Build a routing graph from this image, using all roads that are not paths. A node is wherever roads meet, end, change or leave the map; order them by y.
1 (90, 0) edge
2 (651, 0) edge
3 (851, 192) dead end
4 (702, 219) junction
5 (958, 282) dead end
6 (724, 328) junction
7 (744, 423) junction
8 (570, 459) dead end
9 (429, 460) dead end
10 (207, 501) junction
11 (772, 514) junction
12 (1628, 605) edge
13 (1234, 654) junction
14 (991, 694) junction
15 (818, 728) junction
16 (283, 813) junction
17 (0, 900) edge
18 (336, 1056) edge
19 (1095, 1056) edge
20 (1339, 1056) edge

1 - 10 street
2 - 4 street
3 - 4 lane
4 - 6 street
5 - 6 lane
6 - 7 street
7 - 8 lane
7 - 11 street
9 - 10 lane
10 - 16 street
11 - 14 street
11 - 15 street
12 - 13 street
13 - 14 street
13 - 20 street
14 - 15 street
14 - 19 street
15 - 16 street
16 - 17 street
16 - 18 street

§ **WHAT YOU WILL DO**:
All of the data above should be written out again word for word.

§ **OUTPUT FOR THIS EXERCISE**:
Build a routing graph from this image, using all roads that are not paths. A node is wherever roads meet, end, change or leave the map; order them by y.
1 (90, 0) edge
2 (651, 0) edge
3 (851, 192) dead end
4 (702, 219) junction
5 (958, 282) dead end
6 (724, 328) junction
7 (744, 423) junction
8 (570, 459) dead end
9 (429, 460) dead end
10 (207, 501) junction
11 (772, 514) junction
12 (1628, 605) edge
13 (1234, 654) junction
14 (991, 694) junction
15 (818, 728) junction
16 (283, 813) junction
17 (0, 900) edge
18 (336, 1056) edge
19 (1095, 1056) edge
20 (1339, 1056) edge

1 - 10 street
2 - 4 street
3 - 4 lane
4 - 6 street
5 - 6 lane
6 - 7 street
7 - 8 lane
7 - 11 street
9 - 10 lane
10 - 16 street
11 - 14 street
11 - 15 street
12 - 13 street
13 - 14 street
13 - 20 street
14 - 15 street
14 - 19 street
15 - 16 street
16 - 17 street
16 - 18 street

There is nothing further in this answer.